* _How to complete this task_: Take the data below and copy exactly the lines starting at the one with "M5 542 13 547 0 555V546Z" and finishing at the one with "M183 285 186", both included.

** Material provided follows **

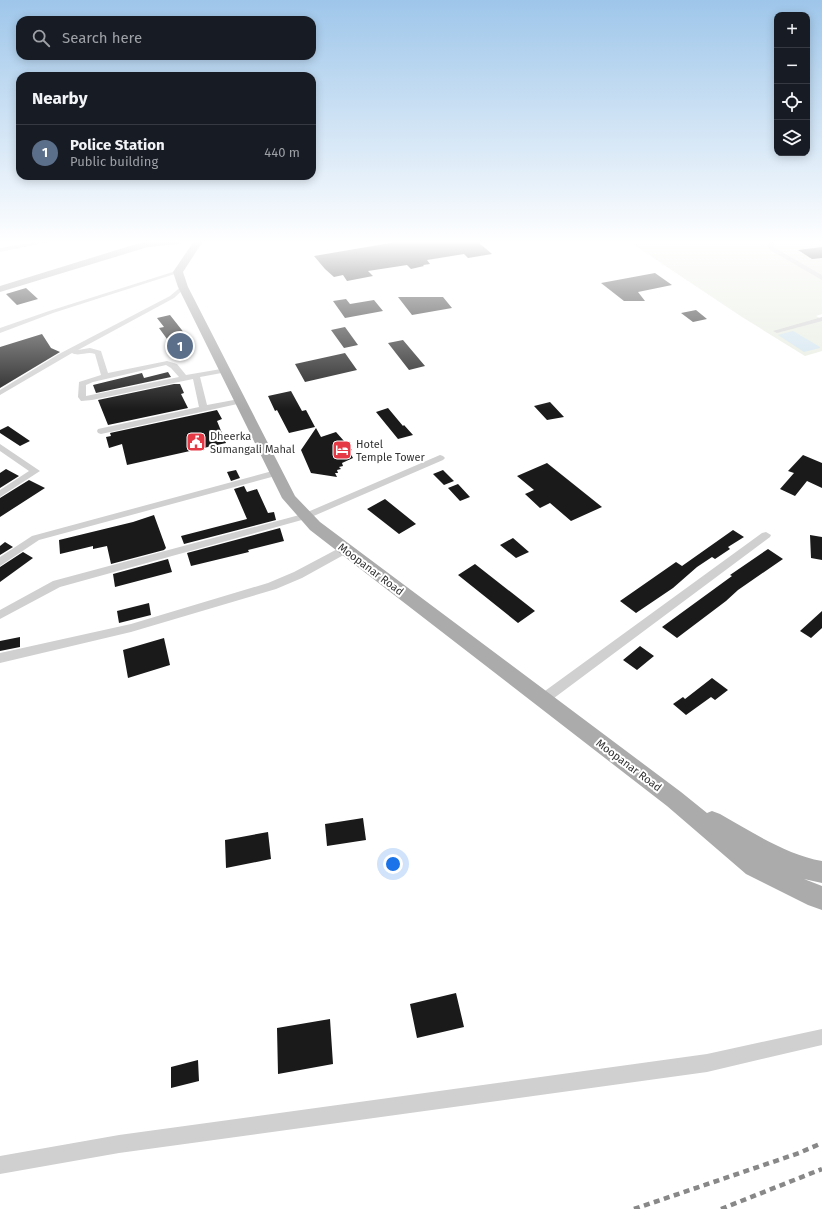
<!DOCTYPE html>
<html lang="en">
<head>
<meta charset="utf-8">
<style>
  :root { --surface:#171b24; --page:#20242c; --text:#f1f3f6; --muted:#9ea1a6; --line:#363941; --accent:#e63946 }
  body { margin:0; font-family:"Fira Sans",sans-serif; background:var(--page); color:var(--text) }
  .controls { position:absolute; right:12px; top:12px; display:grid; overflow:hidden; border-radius:8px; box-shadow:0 2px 10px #0003 }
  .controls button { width:36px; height:36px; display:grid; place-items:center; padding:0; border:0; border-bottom:1px solid var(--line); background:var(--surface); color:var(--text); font:20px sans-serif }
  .you { position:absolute; left:393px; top:864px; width:14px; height:14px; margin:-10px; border:3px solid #fff; border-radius:50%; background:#1a73e8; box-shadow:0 0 0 6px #1a73e833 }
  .badge { display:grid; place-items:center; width:26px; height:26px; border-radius:50%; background:var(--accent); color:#fff; font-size:13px; font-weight:700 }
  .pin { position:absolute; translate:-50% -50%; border:2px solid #fff; box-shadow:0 1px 4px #0006 }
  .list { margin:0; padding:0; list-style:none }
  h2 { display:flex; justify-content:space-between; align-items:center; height:52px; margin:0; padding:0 16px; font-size:17px }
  h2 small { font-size:13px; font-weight:400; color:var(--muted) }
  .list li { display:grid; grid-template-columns:26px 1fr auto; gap:12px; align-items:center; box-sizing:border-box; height:56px; padding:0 16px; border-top:1px solid var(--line) }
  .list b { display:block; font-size:15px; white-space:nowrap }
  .list p { margin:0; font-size:13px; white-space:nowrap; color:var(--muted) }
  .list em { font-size:13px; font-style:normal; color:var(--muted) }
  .icon { flex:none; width:22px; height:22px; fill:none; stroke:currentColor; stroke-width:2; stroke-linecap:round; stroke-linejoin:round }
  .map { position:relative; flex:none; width:822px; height:1209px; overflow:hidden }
  .search { position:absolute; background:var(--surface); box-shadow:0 2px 10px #0003; left:16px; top:16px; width:300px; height:44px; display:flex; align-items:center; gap:10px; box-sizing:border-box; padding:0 14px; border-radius:12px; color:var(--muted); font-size:15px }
  .panel { position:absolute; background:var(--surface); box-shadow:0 2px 10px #0003; left:16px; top:72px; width:300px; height:108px; border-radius:12px }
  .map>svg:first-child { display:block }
</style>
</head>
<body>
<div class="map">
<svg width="822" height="1209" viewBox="0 0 822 1209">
  <rect width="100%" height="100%" fill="#fff"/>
  <!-- green -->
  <path fill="#e6ecdf" d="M628 241H822V314L816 316 822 319V351L805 356 742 317Z"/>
  <!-- water -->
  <path fill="#cfe2ee" d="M793 331 820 347V348L804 352 778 335Z"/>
  <!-- building -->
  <path fill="#1a1a1a" d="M402 241H474L478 242 492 254 468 258 464 254 427 260 430 264 423 265 424 266 411 269 407 265 368 271 373 276 347 281 343 275 334 277 325 269 314 256Z
    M822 247V258L812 259 798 250Z
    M655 273 672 285 638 292 645 301H624L601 283Z
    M26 288 38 299 17 305 6 294Z
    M398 297H443L452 308 412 315Z
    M346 299 350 304 374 300 383 311 345 318 333 301Z
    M696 310 707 319 693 322 681 313Z
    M170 315 185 334 187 341 184 342 187 351 170 354 167 339 159 328 164 327 157 318Z
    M345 327 358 345 344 348 331 330Z
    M42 334 51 348 60 352 0 388V347Z
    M403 340 425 366 409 370 388 343Z
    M345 353 357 370 305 382 295 364Z
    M168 372 171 377 96 393 93 385 142 373 144 378Z
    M174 384H180L184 393 181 394 188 408 108 425 98 400Z
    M291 391 302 411 306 410 315 427 289 433 277 410 275 411 268 396Z
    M550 402 564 417 547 420 534 406Z
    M388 408 403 426 404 425 413 435 398 439 376 412Z
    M217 410 222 419 217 421 226 443 127 465 122 444 109 448 106 437 111 436 110 433Z
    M8 426 30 441 20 446 0 433V430Z
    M316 428 321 437 336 432 352 450 349 451 353 458 342 463 343 466 339 467 341 469 337 470 338 473H335L337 477 311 473 301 450Z
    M803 455 822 463V488L807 481 795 496 780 489 794 473 788 471Z
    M547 463 602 507 571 521 550 503 540 508 525 494 534 490 517 476Z
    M6 469 19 476 0 488V473Z
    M236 470 240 478 231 481 227 472Z
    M443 470 454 481 444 485 433 474Z
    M29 480 45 488 0 517V498Z
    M458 484 470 497 460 501 448 488Z
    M244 486 247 492 257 489 268 513 274 512 276 520 184 544 181 536 247 519 234 489Z
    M385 499 416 524 399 534 367 509Z
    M154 515 166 548 164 550 111 564 107 546 93 549V546L60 554 59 540 133 522Z
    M280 528 284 541 248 550 249 552 191 566 187 553Z
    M733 530 744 537 728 547 730 549 715 559 712 557 697 567 673 588 636 613 620 601 676 562 682 566Z
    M810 535 822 537V560L811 558Z
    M513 538 529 552 516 558 500 545Z
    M5 542 13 547 0 555V546Z
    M768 549 783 559 738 590 726 601 677 638 662 627 732 576 730 575Z
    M23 552 33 558 0 582V567Z
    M168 559 172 572 115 587 113 574Z
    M475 564 535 611 518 623 458 575Z
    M149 603 151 615 119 623 117 611Z
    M822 611V628L811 638 800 631Z
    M20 637V647L0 651V641Z
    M164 638 170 665 128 678 123 650Z
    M640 646 654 656 637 670 623 660Z
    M712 678 728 690 715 700 711 697 686 715 673 704 683 697 685 699Z
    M363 818 366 840 327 846 325 824Z
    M268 832 271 859 226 868 225 840Z
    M456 993 464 1027 417 1038 410 1004Z
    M330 1019 333 1064 278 1074 277 1028Z
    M198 1060 199 1081 171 1088V1067Z"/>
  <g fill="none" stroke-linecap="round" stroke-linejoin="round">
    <!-- minor -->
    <path fill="#d0d0d0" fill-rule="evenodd" d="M42 241H53L0 252V248Z
      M772 241H778L773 245 775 248 822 275V280L770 250 767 245Z
      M176 271 181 272 53 313 0 333V328L49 311Z
      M183 285 186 287 174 298 78 350 90 348 101 351 108 373 167 361 177 364 186 375 227 368V372L200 377 207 405 239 399 243 401 242 403 101 434 98 433 97 431 98 429 199 407 193 379 92 400 81 401 78 397 79 382 101 375 95 354C87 351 79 357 72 353L0 395V390L59 354 170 296ZM166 365 171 368 179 377 86 396V385L93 382Z
      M822 317V321L777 333 773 331Z
      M0 444 40 471 0 497V490L29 471 0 451Z
      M440 455 443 456 445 458 443 460 309 518 60 587 0 619V610L53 581 303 514Z
      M276 470 281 473 279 475 39 540 0 566V557L32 536Z
      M766 532 771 535 770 537 546 704 542 705 538 704 536 700 538 696 762 533Z
      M345 545 349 546 350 549 349 552 302 578 276 589 131 632 0 663V653L131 624 268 583 294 572Z
      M822 1029V1045L707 1072 119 1153 0 1174V1156L119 1135 707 1054Z"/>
    <!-- primary -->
    <path fill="#ababab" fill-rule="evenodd" d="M146 241H183L178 244 148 247 0 292V286Z
      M194 241H203L183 272 188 287 295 496 320 522 681 792 707 813 712 811 720 814C752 832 785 854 822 861V883L804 879 822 886V910L808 905 746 874 667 806 310 530 282 498 178 287 173 272Z"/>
    <!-- rail -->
    <path stroke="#888" stroke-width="4.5" stroke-dasharray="6 4.5" stroke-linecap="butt" d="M634 1209 799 1153 822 1143
      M721 1209 822 1169"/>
  </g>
  <!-- sky -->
  <linearGradient id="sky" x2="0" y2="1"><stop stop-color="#9ec6ea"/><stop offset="0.59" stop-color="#fff"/><stop offset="1" stop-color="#fff" stop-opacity="0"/></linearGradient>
  <rect width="822" height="410" fill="url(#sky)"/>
  <!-- icons -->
  <defs>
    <g id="civic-square" transform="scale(1)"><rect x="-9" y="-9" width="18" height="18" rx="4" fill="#e63946" stroke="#fff"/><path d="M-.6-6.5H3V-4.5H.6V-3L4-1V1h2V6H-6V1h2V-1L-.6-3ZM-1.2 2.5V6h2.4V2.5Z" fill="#fff"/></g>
    <g id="hotel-square" transform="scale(1)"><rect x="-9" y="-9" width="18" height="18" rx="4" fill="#e63946" stroke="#fff"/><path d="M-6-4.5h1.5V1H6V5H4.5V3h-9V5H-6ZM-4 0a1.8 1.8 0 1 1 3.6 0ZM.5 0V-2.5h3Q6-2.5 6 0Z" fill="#fff"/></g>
  </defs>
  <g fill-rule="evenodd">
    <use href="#civic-square" x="196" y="442"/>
    <use href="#hotel-square" x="342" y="450"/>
  </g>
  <g text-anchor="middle" stroke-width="4" stroke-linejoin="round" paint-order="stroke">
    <!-- poi labels -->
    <g font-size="11" fill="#333" stroke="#fff" text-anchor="start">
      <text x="210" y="440">Dheerka<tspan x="210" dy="13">Sumangali Mahal</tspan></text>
      <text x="356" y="448">Hotel<tspan x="356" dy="13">Temple Tower</tspan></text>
    </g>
    <!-- street labels -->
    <g font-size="11" fill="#333" stroke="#fff">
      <text transform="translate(371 569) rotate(37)" y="4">Moopanar Road</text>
      <text transform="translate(629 765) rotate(37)" y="4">Moopanar Road</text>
    </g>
  </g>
</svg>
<div class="controls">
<button>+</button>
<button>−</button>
<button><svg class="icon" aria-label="locate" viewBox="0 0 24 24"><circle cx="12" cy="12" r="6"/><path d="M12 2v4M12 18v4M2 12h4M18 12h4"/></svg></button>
<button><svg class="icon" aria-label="layers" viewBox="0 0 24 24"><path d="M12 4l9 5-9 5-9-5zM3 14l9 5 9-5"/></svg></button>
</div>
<div class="you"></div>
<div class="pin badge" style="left:180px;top:346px;background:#5c6f8a">1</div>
<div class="search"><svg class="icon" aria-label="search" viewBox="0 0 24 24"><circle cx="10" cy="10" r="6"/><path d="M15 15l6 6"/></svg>Search here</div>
<section class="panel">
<h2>Nearby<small></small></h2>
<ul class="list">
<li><span class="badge" style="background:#5c6f8a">1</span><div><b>Police Station</b><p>Public building</p></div><em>440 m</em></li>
</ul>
</section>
</div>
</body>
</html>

** End of Material provided **

* _Solution for this exercise_:
    M5 542 13 547 0 555V546Z
    M768 549 783 559 738 590 726 601 677 638 662 627 732 576 730 575Z
    M23 552 33 558 0 582V567Z
    M168 559 172 572 115 587 113 574Z
    M475 564 535 611 518 623 458 575Z
    M149 603 151 615 119 623 117 611Z
    M822 611V628L811 638 800 631Z
    M20 637V647L0 651V641Z
    M164 638 170 665 128 678 123 650Z
    M640 646 654 656 637 670 623 660Z
    M712 678 728 690 715 700 711 697 686 715 673 704 683 697 685 699Z
    M363 818 366 840 327 846 325 824Z
    M268 832 271 859 226 868 225 840Z
    M456 993 464 1027 417 1038 410 1004Z
    M330 1019 333 1064 278 1074 277 1028Z
    M198 1060 199 1081 171 1088V1067Z"/>
  <g fill="none" stroke-linecap="round" stroke-linejoin="round">
    <!-- minor -->
    <path fill="#d0d0d0" fill-rule="evenodd" d="M42 241H53L0 252V248Z
      M772 241H778L773 245 775 248 822 275V280L770 250 767 245Z
      M176 271 181 272 53 313 0 333V328L49 311Z
      M183 285 186 287 174 298 78 350 90 348 101 351 108 373 167 361 177 364 186 375 227 368V372L200 377 207 405 239 399 243 401 242 403 101 434 98 433 97 431 98 429 199 407 193 379 92 400 81 401 78 397 79 382 101 375 95 354C87 351 79 357 72 353L0 395V390L59 354 170 296ZM166 365 171 368 179 377 86 396V385L93 382Z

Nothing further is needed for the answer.